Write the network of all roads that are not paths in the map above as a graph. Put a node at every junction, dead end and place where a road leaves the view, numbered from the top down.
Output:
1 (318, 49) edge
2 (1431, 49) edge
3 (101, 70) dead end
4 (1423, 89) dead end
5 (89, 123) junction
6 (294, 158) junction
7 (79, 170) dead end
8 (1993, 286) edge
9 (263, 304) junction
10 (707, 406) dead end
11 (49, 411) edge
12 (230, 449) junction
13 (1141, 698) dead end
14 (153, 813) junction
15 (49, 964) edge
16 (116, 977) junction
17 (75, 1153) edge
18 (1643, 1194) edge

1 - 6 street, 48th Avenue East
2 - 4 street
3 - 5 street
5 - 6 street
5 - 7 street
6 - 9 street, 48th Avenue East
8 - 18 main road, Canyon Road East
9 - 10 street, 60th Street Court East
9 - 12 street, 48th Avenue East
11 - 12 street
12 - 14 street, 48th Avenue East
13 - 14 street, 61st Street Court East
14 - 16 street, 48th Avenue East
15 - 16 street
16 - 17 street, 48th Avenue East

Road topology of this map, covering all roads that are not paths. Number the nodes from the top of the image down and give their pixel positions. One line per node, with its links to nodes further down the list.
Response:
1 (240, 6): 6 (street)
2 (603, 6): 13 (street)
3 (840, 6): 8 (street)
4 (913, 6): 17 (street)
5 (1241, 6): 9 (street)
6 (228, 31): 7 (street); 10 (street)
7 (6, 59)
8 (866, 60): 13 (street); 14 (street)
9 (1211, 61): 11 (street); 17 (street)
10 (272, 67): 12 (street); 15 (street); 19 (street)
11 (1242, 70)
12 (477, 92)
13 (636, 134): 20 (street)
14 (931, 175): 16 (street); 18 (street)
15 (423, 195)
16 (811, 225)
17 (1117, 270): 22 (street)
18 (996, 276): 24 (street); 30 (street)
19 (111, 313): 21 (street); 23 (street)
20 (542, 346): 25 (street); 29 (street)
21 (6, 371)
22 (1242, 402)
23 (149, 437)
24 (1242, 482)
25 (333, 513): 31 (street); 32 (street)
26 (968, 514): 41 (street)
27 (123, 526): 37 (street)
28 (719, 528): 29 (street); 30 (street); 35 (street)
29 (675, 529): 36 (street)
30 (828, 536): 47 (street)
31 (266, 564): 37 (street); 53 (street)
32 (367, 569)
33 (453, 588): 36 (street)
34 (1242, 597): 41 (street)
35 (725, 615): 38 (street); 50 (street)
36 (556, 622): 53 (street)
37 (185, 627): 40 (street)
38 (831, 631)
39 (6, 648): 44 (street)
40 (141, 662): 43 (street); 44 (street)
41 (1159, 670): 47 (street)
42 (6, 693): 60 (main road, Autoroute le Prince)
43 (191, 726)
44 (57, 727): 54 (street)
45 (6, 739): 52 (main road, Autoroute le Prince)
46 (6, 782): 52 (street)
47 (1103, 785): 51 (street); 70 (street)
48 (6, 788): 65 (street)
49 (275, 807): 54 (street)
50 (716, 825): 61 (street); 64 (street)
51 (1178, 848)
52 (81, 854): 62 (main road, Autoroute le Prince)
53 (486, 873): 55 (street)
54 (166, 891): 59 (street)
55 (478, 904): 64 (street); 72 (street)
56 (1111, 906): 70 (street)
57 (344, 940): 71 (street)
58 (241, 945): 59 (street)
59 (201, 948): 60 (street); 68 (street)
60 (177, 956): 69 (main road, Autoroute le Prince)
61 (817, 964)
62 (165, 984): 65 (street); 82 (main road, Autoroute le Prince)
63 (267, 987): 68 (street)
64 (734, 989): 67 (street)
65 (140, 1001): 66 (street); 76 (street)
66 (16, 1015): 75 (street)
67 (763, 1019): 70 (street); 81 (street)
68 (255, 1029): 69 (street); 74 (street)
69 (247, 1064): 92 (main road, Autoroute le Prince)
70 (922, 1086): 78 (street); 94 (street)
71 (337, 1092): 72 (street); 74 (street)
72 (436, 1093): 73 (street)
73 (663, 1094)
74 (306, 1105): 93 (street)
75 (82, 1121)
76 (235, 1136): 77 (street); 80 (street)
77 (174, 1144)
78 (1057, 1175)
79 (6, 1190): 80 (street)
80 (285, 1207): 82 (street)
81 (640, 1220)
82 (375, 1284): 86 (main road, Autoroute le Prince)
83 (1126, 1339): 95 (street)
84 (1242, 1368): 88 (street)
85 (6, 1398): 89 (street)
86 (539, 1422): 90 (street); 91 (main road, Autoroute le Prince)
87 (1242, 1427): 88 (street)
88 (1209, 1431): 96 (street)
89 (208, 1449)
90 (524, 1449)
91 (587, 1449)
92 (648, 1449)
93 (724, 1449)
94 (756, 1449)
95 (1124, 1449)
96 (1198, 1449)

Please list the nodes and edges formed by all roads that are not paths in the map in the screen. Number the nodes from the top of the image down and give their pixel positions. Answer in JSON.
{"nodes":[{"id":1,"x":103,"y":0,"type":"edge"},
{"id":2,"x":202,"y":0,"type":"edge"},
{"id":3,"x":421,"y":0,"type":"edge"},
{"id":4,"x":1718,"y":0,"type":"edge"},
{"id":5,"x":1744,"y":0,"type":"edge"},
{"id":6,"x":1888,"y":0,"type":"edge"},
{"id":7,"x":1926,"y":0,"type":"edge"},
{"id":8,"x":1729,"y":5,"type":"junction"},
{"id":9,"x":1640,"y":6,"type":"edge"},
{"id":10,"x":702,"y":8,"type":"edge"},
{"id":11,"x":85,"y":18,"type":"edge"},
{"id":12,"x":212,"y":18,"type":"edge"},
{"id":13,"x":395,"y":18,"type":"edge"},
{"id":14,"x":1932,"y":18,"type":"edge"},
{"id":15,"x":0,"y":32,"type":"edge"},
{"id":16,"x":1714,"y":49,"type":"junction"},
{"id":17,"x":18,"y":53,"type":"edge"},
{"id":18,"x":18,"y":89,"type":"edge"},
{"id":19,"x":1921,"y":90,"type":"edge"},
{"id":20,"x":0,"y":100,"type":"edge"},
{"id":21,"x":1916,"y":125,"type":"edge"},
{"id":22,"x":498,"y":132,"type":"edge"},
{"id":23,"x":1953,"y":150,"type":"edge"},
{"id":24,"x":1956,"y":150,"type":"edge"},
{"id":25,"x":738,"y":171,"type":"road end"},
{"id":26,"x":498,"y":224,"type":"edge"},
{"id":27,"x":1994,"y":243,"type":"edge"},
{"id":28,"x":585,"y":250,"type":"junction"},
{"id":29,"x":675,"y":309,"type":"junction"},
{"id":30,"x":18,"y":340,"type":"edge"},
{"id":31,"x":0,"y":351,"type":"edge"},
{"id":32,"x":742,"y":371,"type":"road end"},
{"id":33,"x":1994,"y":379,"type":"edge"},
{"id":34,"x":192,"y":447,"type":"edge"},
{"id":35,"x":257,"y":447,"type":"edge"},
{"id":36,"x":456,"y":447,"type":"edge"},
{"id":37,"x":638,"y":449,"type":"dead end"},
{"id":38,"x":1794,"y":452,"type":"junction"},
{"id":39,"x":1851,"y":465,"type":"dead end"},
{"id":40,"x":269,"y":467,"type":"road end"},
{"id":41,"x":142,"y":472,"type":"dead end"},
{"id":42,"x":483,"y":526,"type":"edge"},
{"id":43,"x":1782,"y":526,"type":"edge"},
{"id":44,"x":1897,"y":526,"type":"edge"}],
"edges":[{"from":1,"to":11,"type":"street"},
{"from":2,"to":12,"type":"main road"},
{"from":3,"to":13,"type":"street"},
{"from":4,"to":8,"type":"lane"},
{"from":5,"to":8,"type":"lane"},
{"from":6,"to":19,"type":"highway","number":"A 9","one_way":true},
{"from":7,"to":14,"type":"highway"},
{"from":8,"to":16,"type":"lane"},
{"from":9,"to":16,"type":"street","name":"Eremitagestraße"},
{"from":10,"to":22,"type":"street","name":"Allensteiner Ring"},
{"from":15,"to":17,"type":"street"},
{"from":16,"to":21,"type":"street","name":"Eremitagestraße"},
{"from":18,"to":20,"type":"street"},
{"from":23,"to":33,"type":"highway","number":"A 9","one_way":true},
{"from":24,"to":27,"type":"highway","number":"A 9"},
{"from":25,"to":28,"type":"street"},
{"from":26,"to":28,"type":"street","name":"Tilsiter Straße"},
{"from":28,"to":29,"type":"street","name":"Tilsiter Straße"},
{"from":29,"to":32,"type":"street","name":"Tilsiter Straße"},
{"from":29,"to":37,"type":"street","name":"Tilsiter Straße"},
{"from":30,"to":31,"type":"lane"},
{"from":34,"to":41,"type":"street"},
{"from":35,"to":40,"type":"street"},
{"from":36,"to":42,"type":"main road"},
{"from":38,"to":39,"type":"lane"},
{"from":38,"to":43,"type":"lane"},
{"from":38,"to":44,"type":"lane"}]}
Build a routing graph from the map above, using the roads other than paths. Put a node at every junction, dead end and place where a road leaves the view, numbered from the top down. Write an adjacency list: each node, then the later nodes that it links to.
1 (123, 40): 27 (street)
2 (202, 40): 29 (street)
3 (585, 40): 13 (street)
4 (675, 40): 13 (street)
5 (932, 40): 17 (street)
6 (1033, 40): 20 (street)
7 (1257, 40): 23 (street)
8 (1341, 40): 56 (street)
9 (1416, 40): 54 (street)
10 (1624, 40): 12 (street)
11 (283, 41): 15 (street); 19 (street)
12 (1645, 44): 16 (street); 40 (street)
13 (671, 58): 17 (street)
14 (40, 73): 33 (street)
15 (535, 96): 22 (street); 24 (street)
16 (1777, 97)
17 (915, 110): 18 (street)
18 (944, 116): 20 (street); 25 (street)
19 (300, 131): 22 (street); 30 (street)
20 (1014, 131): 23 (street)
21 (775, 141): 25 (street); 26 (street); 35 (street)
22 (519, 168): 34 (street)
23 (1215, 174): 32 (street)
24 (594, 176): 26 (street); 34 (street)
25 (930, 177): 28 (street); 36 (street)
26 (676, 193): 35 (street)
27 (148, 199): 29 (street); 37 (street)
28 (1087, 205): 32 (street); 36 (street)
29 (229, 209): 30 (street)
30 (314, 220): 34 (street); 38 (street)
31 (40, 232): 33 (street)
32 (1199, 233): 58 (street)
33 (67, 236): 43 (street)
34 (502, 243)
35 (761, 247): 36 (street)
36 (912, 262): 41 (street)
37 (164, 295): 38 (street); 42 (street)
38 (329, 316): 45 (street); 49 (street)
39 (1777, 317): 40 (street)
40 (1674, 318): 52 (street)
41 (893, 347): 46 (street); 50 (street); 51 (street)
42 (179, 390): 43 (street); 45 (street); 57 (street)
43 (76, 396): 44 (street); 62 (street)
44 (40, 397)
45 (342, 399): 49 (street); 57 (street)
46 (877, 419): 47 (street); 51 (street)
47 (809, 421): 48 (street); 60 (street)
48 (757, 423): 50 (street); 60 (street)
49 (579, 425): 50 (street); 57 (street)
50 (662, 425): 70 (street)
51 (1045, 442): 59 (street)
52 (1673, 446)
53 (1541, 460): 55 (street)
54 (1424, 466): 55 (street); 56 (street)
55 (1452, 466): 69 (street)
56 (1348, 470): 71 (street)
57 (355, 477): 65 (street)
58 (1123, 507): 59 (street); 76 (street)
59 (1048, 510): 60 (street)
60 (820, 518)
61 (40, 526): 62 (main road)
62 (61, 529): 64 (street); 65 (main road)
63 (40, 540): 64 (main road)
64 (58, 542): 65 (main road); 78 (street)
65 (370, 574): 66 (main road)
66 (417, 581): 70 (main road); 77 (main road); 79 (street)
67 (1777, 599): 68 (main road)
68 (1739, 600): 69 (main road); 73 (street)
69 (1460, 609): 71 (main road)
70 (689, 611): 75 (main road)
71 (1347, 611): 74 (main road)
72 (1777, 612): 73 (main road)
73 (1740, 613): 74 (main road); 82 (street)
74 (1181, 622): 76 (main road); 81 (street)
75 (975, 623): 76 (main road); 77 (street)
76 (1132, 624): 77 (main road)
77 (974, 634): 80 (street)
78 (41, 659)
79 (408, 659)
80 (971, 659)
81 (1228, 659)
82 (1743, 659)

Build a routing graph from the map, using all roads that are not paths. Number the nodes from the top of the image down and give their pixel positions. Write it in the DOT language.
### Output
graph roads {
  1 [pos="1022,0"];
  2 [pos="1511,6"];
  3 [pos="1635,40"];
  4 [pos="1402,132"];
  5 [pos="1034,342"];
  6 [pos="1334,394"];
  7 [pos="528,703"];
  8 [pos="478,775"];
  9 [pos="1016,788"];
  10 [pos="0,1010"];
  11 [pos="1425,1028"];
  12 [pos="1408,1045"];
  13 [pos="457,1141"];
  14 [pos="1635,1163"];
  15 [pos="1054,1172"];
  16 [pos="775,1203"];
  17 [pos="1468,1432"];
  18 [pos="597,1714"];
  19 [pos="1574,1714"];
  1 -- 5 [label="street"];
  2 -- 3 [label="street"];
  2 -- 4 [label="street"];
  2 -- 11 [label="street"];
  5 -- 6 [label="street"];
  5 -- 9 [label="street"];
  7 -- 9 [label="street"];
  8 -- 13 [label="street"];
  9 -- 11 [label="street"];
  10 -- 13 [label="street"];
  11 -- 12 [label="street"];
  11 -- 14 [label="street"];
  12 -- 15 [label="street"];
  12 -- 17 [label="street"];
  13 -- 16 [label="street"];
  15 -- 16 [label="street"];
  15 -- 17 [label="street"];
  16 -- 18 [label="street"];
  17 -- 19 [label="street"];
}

- What you are asked to do: Your answer should be each line of the data that contains the word "every", copied as it stands.

- Output of the task:
Write the network of all roads that are not paths in the map above as a graph. Put a node at every junction, dead end and place where a road leaves the view, numbered from the top down.
Build a routing graph from the map above, using the roads other than paths. Put a node at every junction, dead end and place where a road leaves the view, numbered from the top down. Write an adjacency list: each node, then the later nodes that it links to.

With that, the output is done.